## RECORD EXTRACTS

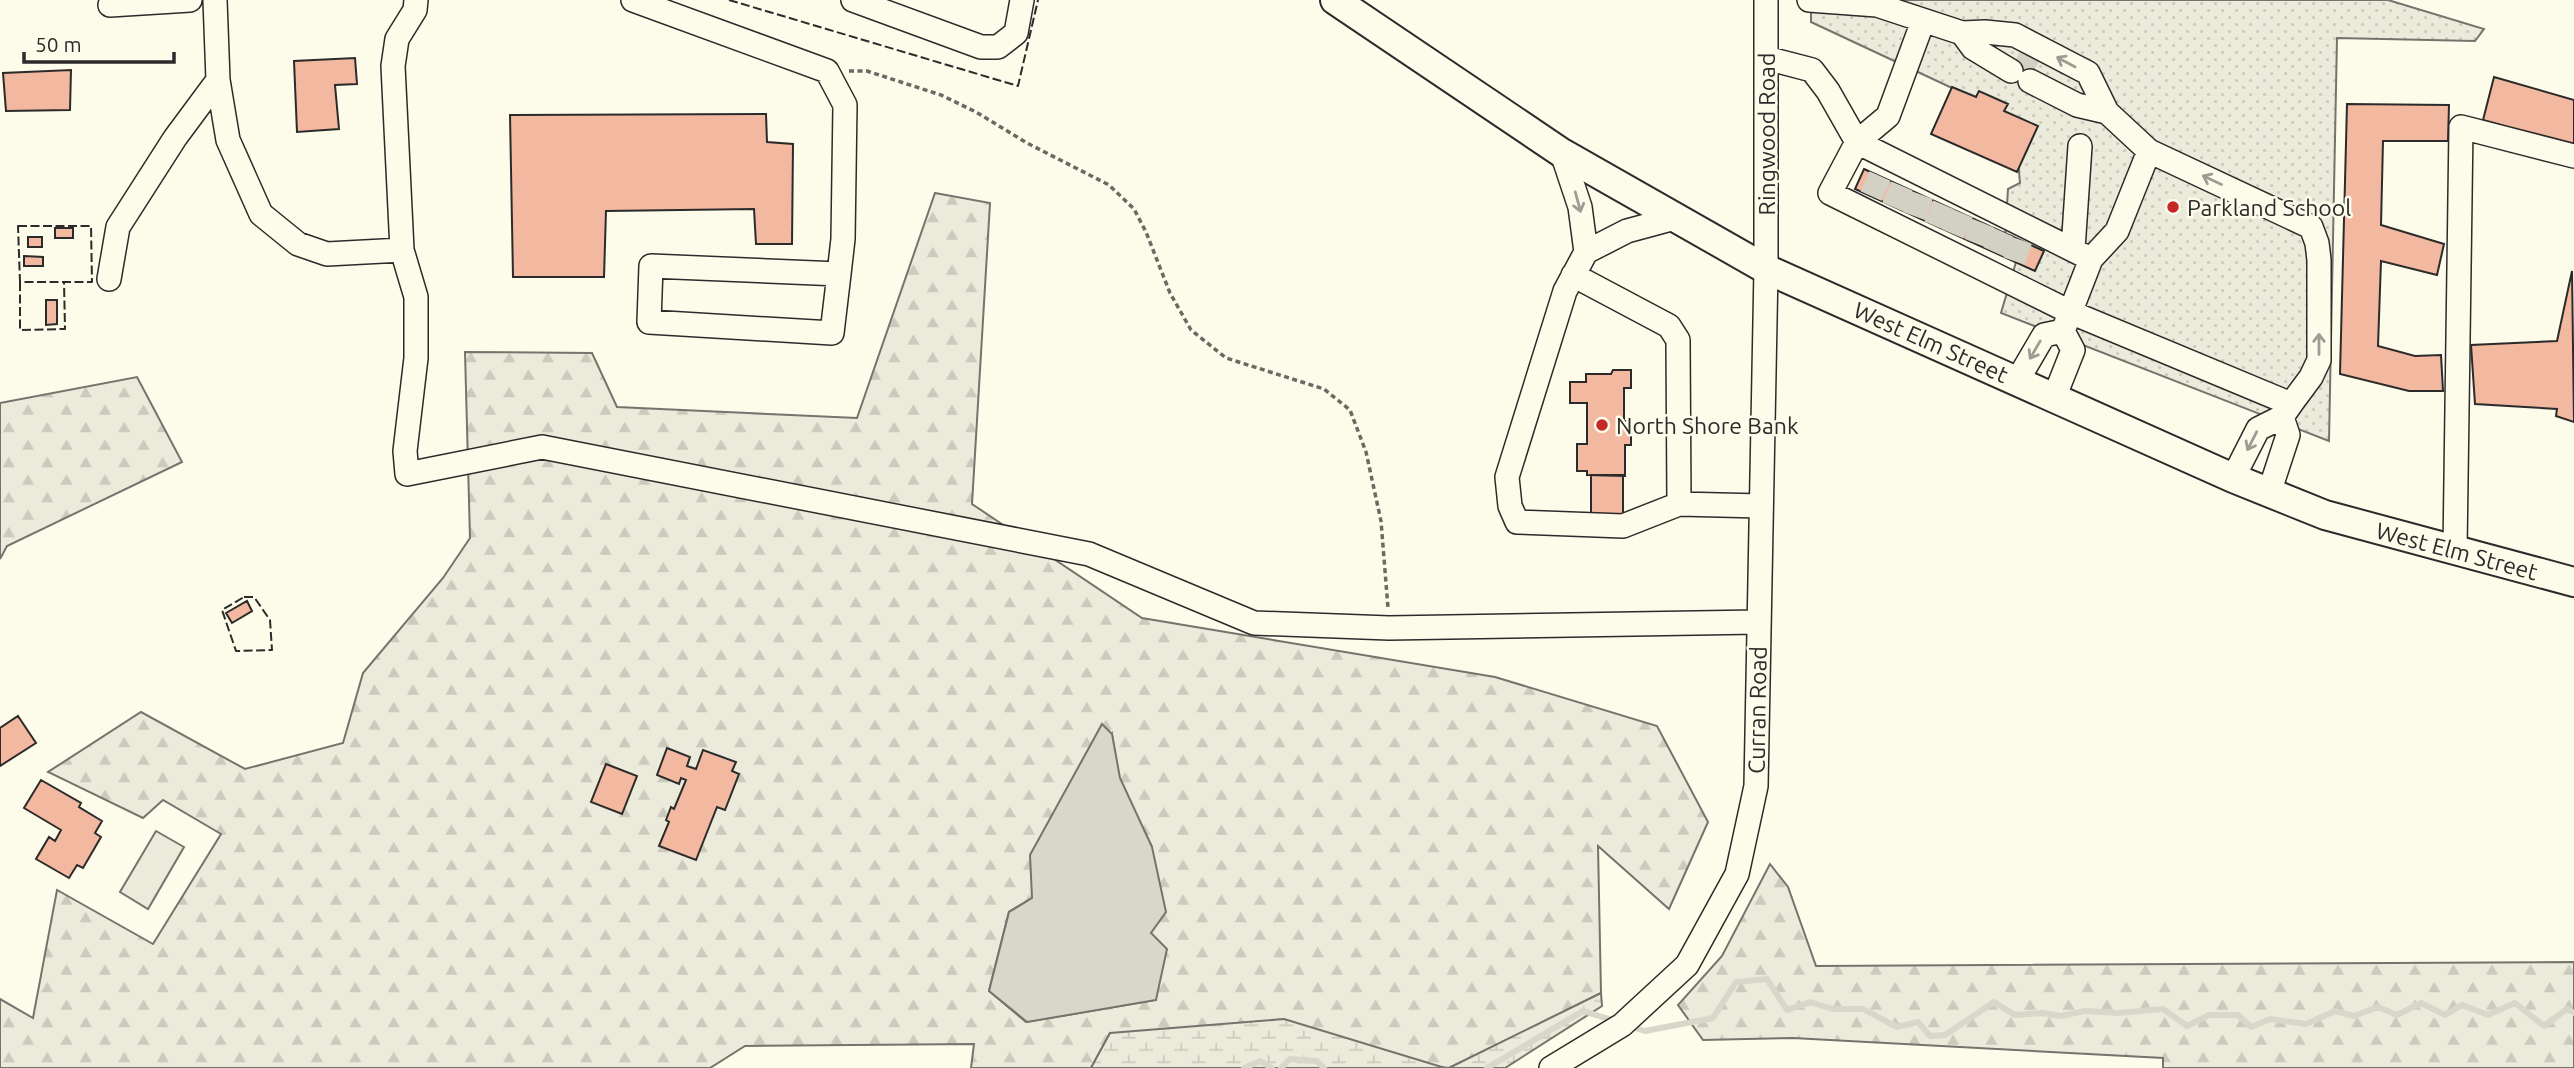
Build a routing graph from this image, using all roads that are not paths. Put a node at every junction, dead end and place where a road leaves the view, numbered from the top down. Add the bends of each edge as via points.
1 (190, 0) edge
2 (215, 0) edge
3 (416, 0) edge
4 (633, 0) edge
5 (853, 0) edge
6 (1022, 0) edge
7 (1335, 0) edge
8 (1766, 0) edge
9 (1810, 0) edge
10 (110, 5) dead end
11 (1923, 21) junction
12 (1962, 33) junction
13 (1766, 58) junction
14 (218, 80) junction
15 (2107, 112) junction
16 (1857, 142) junction
17 (2080, 146) dead end
18 (2149, 151) junction
19 (1562, 153) junction
20 (2574, 156) edge
21 (1876, 185) junction
22 (1908, 200) junction
23 (1675, 218) junction
24 (1978, 234) junction
25 (402, 250) junction
26 (1586, 252) junction
27 (2082, 254) junction
28 (1766, 268) junction
29 (839, 274) junction
30 (1573, 275) junction
31 (109, 279) dead end
32 (2067, 321) junction
33 (2017, 381) junction
34 (2054, 398) junction
35 (2287, 411) junction
36 (2233, 478) junction
37 (2269, 493) junction
38 (1679, 503) junction
39 (1760, 506) junction
40 (2455, 550) junction
41 (2574, 582) edge
42 (1758, 622) junction
43 (1551, 1068) edge

1 - 10 street
2 - 14 street
3 - 25 street via 415,10 397,38 393,66
4 - 29 street via 827,71 845,104
5 - 6 street via 981,47 998,47 1016,33
7 - 19 main road, West Elm Street
8 - 13 street, Ringwood Road
9 - 11 street via 1877,5
11 - 12 street
11 - 16 street via 1888,116
12 - 15 street via 2077,104
15 -> 12 street via 2088,73 2015,35
13 - 16 street via 1812,70
13 - 28 street, Ringwood Road
14 - 25 street via 228,140 261,214 298,244 327,254
14 - 31 street via 118,227
15 - 18 street
16 - 21 street
16 - 21 street via 1830,193
17 - 27 street
18 - 27 street via 2117,231
35 -> 18 street via 2319,360 2319,261 2311,227
19 - 23 main road, West Elm Street
19 -> 26 street via 1580,207
20 - 40 street via 2461,127
21 - 22 street
21 - 22 street
22 - 24 street
22 - 24 street
23 - 26 street via 1628,231
23 - 28 main road, West Elm Street
24 - 27 street
24 - 32 street
25 - 42 street via 416,297 407,474 542,447 1089,554 1254,623 1389,628
26 - 30 street
27 - 32 street
28 - 33 main road, West Elm Street
28 - 39 street, Curran Road
29 - 29 street via 652,266 649,322 832,333
30 - 38 street via 1670,326 1678,340
30 - 38 street via 1507,477 1517,522 1623,526
32 -> 33 street via 2044,335
32 - 34 street via 2073,349
32 - 35 street
33 - 34 main road, West Elm Street
34 - 36 main road, West Elm Street
35 -> 36 street via 2258,429
35 - 37 street via 2288,435
36 - 37 main road, West Elm Street
37 - 40 main road, West Elm Street via 2325,515
38 - 39 street
39 - 42 street, Curran Road
40 - 41 main road, West Elm Street
42 - 43 street, Curran Road via 1756,786 1737,874 1687,965 1622,1025

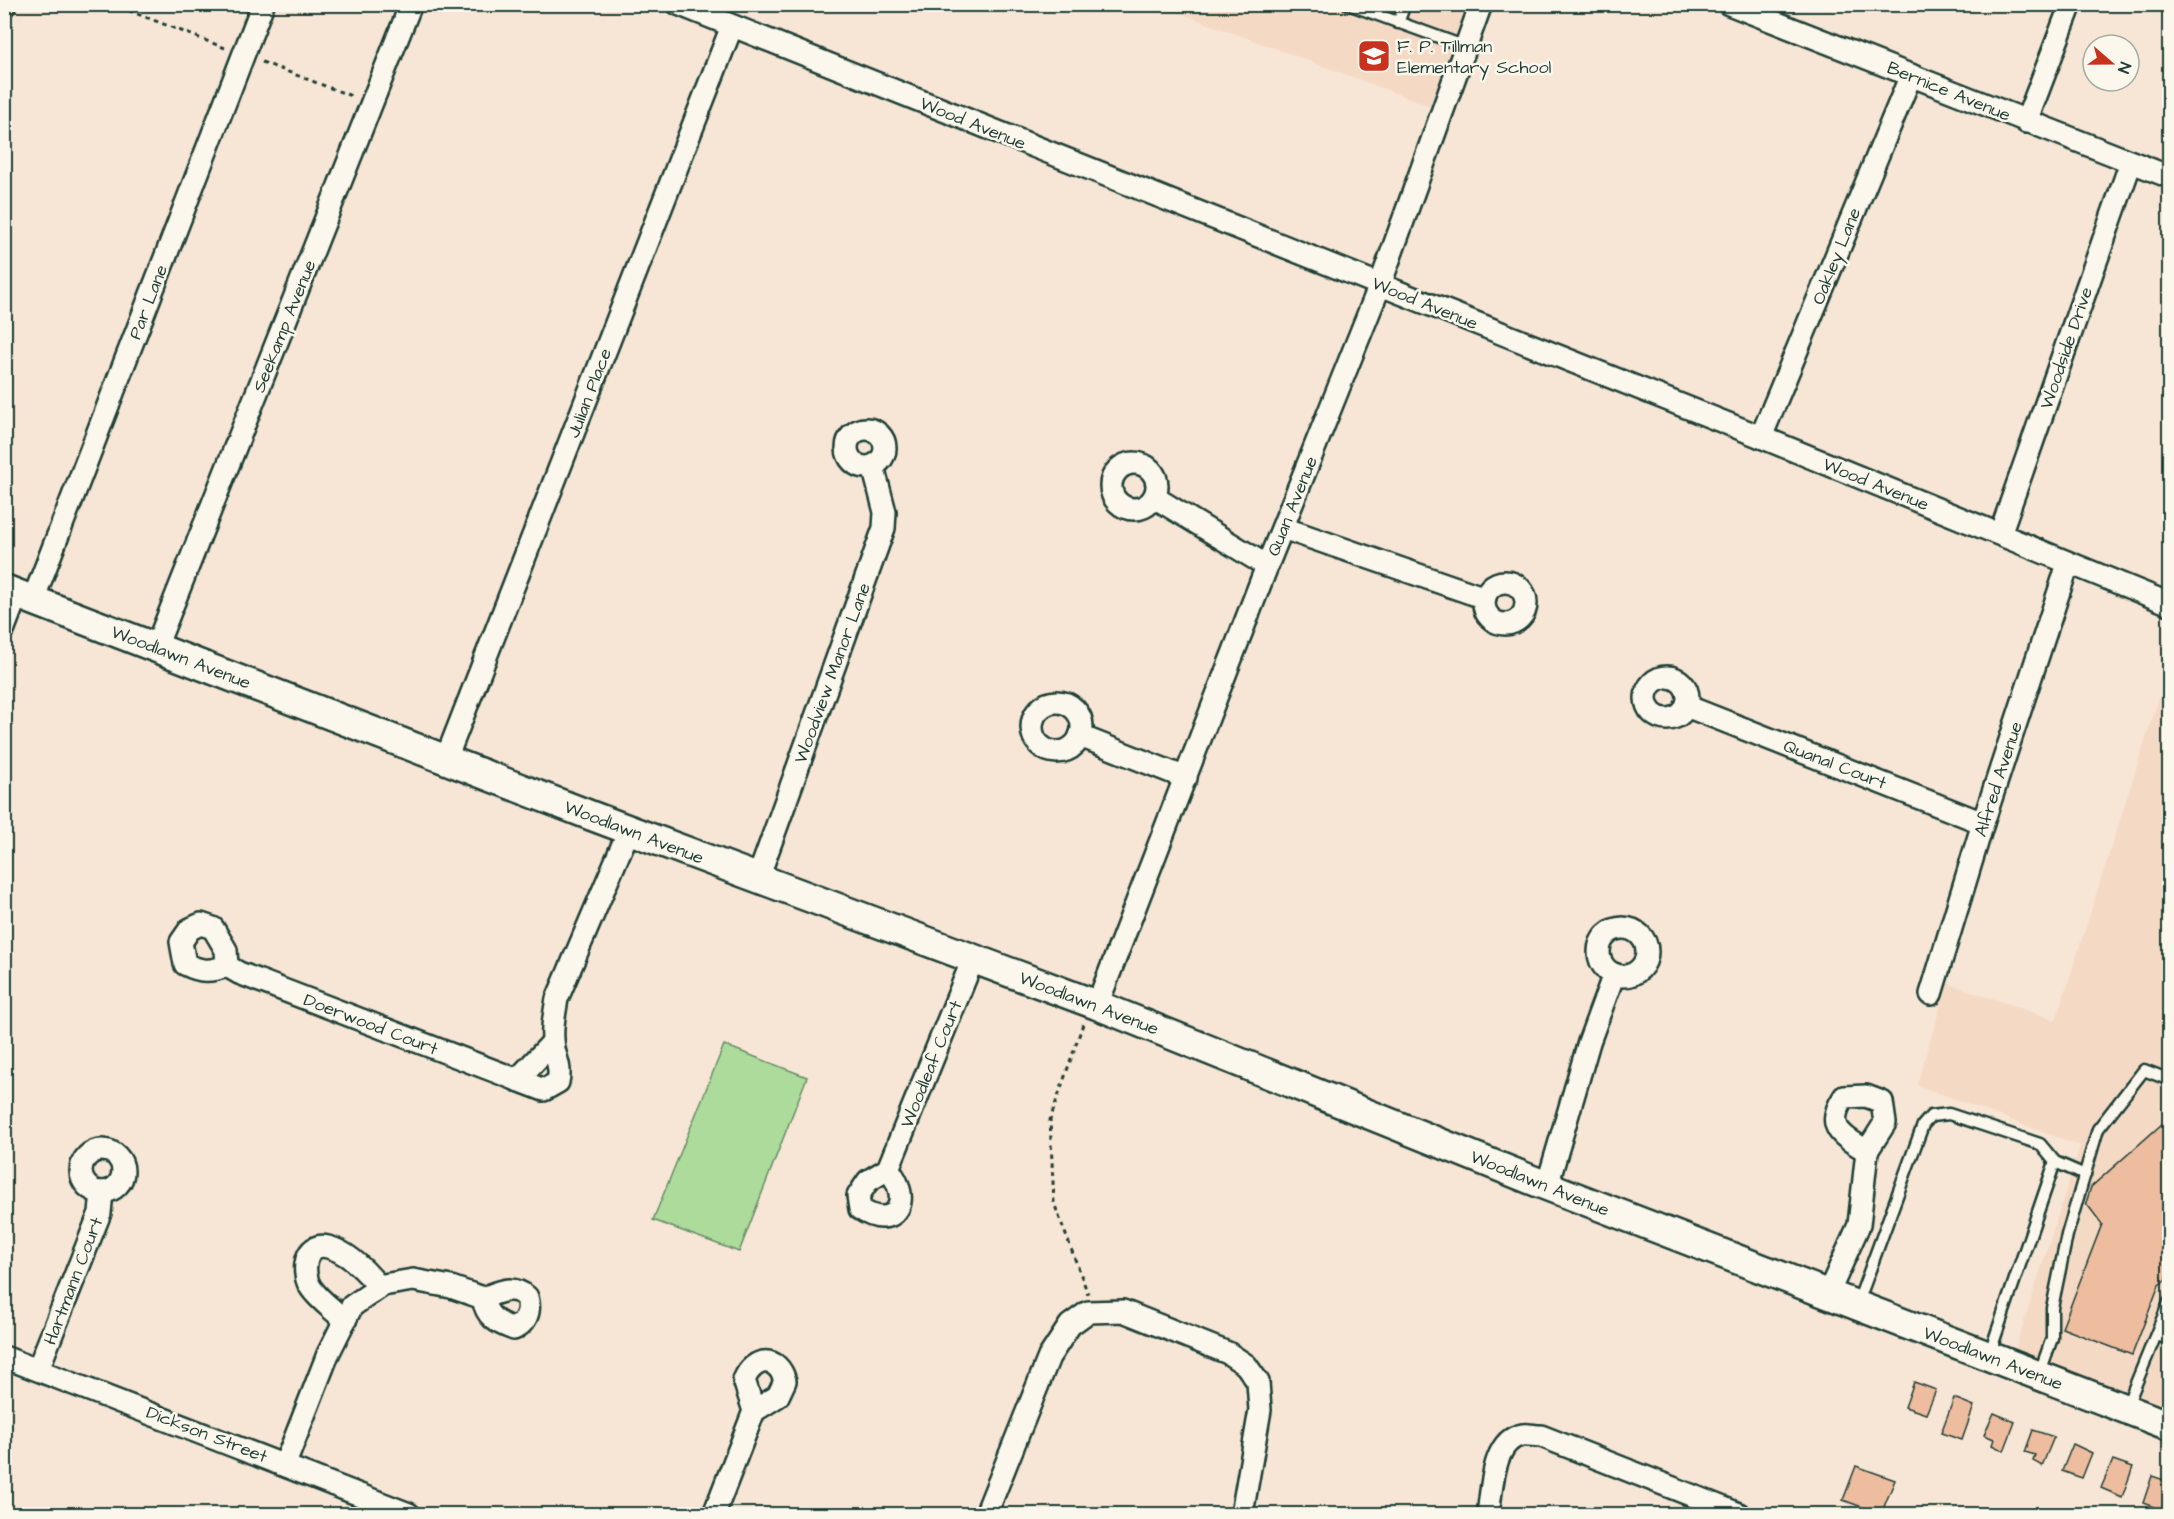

## AIM OF THE TASK
Set every entry down again word for word, but not the pictures.

## RESPONSE TO THE TASK
Build a routing graph from this image, using all roads that are not paths. Put a node at every junction, dead end and place where a road leaves the view, numbered from the top down. Add the bends of each edge as via points.
1 (190, 0) edge
2 (215, 0) edge
3 (416, 0) edge
4 (633, 0) edge
5 (853, 0) edge
6 (1022, 0) edge
7 (1335, 0) edge
8 (1766, 0) edge
9 (1810, 0) edge
10 (110, 5) dead end
11 (1923, 21) junction
12 (1962, 33) junction
13 (1766, 58) junction
14 (218, 80) junction
15 (2107, 112) junction
16 (1857, 142) junction
17 (2080, 146) dead end
18 (2149, 151) junction
19 (1562, 153) junction
20 (2574, 156) edge
21 (1876, 185) junction
22 (1908, 200) junction
23 (1675, 218) junction
24 (1978, 234) junction
25 (402, 250) junction
26 (1586, 252) junction
27 (2082, 254) junction
28 (1766, 268) junction
29 (839, 274) junction
30 (1573, 275) junction
31 (109, 279) dead end
32 (2067, 321) junction
33 (2017, 381) junction
34 (2054, 398) junction
35 (2287, 411) junction
36 (2233, 478) junction
37 (2269, 493) junction
38 (1679, 503) junction
39 (1760, 506) junction
40 (2455, 550) junction
41 (2574, 582) edge
42 (1758, 622) junction
43 (1551, 1068) edge

1 - 10 street
2 - 14 street
3 - 25 street via 415,10 397,38 393,66
4 - 29 street via 827,71 845,104
5 - 6 street via 981,47 998,47 1016,33
7 - 19 main road, West Elm Street
8 - 13 street, Ringwood Road
9 - 11 street via 1877,5
11 - 12 street
11 - 16 street via 1888,116
12 - 15 street via 2077,104
15 -> 12 street via 2088,73 2015,35
13 - 16 street via 1812,70
13 - 28 street, Ringwood Road
14 - 25 street via 228,140 261,214 298,244 327,254
14 - 31 street via 118,227
15 - 18 street
16 - 21 street
16 - 21 street via 1830,193
17 - 27 street
18 - 27 street via 2117,231
35 -> 18 street via 2319,360 2319,261 2311,227
19 - 23 main road, West Elm Street
19 -> 26 street via 1580,207
20 - 40 street via 2461,127
21 - 22 street
21 - 22 street
22 - 24 street
22 - 24 street
23 - 26 street via 1628,231
23 - 28 main road, West Elm Street
24 - 27 street
24 - 32 street
25 - 42 street via 416,297 407,474 542,447 1089,554 1254,623 1389,628
26 - 30 street
27 - 32 street
28 - 33 main road, West Elm Street
28 - 39 street, Curran Road
29 - 29 street via 652,266 649,322 832,333
30 - 38 street via 1670,326 1678,340
30 - 38 street via 1507,477 1517,522 1623,526
32 -> 33 street via 2044,335
32 - 34 street via 2073,349
32 - 35 street
33 - 34 main road, West Elm Street
34 - 36 main road, West Elm Street
35 -> 36 street via 2258,429
35 - 37 street via 2288,435
36 - 37 main road, West Elm Street
37 - 40 main road, West Elm Street via 2325,515
38 - 39 street
39 - 42 street, Curran Road
40 - 41 main road, West Elm Street
42 - 43 street, Curran Road via 1756,786 1737,874 1687,965 1622,1025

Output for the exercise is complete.